### Excerpted records

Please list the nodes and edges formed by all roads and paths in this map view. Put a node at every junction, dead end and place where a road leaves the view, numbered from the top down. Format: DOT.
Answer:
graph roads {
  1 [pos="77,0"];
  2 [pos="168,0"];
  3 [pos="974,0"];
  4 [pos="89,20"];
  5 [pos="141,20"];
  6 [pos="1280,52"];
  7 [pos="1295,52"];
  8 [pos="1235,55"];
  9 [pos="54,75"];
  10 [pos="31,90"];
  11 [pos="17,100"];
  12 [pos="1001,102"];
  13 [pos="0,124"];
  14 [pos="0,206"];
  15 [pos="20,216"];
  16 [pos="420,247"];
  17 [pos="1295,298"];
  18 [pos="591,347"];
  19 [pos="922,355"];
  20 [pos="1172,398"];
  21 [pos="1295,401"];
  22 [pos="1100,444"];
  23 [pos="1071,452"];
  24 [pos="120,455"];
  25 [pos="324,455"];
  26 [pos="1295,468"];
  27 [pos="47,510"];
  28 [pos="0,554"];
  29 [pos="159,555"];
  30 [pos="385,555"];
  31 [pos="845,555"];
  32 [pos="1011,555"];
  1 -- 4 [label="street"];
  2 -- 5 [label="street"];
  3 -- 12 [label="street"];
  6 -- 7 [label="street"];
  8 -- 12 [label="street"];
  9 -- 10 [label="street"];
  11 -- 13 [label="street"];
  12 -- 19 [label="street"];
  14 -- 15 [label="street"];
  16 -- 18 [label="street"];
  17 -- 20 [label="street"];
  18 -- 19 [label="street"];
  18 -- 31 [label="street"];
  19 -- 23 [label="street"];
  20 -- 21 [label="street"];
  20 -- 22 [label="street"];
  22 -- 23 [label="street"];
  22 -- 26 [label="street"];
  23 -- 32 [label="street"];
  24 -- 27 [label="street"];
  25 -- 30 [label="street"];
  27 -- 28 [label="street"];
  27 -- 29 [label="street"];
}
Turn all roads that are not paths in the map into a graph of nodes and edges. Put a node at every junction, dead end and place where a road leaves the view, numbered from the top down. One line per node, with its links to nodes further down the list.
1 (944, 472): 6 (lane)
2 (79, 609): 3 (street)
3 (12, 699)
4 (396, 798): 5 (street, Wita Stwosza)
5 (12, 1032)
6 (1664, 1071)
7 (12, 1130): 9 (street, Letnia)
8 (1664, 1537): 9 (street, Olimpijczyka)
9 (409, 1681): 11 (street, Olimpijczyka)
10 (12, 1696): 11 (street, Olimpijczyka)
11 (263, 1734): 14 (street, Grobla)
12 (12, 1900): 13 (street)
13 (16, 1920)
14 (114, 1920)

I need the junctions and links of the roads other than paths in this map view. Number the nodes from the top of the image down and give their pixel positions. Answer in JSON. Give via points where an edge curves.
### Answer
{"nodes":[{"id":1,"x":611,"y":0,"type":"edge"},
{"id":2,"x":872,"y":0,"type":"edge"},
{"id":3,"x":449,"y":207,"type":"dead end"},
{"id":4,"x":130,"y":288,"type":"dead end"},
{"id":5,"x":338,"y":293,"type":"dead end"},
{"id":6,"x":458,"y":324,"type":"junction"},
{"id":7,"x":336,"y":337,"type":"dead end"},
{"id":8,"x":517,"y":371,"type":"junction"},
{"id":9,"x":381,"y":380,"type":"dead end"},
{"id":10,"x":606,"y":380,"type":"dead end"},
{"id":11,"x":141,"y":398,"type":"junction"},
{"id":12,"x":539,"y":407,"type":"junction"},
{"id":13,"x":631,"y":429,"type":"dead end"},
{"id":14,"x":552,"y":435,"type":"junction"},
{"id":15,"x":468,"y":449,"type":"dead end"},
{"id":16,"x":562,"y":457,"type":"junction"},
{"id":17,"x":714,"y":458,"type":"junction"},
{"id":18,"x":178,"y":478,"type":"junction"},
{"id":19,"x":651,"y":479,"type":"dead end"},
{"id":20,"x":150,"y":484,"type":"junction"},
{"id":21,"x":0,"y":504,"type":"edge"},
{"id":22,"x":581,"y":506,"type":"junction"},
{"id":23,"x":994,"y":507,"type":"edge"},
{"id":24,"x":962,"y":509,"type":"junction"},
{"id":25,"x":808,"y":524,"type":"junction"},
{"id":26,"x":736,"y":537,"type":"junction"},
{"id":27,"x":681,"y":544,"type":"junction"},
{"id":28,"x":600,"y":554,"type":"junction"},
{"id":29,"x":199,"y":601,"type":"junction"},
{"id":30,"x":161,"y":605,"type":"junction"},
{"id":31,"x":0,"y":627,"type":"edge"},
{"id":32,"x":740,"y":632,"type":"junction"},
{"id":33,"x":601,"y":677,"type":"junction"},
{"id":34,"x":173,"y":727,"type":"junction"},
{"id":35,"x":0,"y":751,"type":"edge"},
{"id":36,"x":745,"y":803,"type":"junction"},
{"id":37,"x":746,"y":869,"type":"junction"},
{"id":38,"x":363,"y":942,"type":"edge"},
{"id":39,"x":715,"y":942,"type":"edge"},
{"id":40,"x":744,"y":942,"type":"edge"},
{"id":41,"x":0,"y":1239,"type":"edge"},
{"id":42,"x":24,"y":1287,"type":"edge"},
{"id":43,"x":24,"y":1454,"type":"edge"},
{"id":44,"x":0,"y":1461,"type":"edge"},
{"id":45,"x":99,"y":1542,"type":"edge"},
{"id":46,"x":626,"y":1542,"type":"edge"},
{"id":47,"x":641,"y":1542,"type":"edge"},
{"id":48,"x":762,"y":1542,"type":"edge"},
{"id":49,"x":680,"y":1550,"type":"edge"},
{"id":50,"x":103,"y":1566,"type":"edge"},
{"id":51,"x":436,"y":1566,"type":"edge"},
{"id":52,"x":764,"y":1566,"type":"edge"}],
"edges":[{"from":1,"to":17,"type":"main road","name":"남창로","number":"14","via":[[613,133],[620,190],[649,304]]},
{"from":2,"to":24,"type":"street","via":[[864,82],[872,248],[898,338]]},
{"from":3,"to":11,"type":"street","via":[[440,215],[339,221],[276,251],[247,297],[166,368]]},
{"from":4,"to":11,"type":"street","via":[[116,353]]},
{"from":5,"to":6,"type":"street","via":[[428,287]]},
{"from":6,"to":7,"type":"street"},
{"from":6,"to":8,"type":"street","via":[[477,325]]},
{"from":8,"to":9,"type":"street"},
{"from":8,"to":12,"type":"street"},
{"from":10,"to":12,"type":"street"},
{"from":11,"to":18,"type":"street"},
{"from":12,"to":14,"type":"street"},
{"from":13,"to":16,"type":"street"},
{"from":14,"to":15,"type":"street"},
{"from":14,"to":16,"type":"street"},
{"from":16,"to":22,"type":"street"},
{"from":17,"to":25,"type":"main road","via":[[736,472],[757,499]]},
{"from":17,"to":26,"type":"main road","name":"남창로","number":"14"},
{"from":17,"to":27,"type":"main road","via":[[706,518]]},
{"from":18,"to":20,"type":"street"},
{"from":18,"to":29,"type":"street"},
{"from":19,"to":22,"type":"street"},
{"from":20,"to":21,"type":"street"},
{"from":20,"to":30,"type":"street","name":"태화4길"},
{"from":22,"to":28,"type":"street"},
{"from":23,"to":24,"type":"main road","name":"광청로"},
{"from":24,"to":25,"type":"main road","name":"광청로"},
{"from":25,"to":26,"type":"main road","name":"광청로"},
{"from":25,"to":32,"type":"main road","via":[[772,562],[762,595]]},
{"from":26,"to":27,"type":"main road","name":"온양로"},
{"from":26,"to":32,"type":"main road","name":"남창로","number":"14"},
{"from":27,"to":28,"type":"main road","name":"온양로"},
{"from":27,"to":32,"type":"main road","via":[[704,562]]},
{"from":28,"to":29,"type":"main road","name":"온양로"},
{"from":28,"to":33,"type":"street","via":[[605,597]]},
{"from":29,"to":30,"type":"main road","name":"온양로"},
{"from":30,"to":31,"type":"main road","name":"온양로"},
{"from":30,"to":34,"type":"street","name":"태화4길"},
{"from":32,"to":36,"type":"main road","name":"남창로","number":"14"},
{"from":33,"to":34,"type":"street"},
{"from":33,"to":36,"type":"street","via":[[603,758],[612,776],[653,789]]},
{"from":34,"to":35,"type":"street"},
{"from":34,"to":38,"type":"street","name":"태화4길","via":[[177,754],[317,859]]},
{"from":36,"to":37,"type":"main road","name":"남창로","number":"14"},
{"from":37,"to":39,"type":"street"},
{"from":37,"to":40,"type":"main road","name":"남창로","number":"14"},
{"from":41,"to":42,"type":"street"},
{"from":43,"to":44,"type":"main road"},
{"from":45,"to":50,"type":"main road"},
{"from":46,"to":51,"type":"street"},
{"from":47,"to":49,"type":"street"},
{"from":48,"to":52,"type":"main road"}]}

######

Your objective.
Find how many lines contain "edges" in the data. Write that number and nothing else.

Output below.
3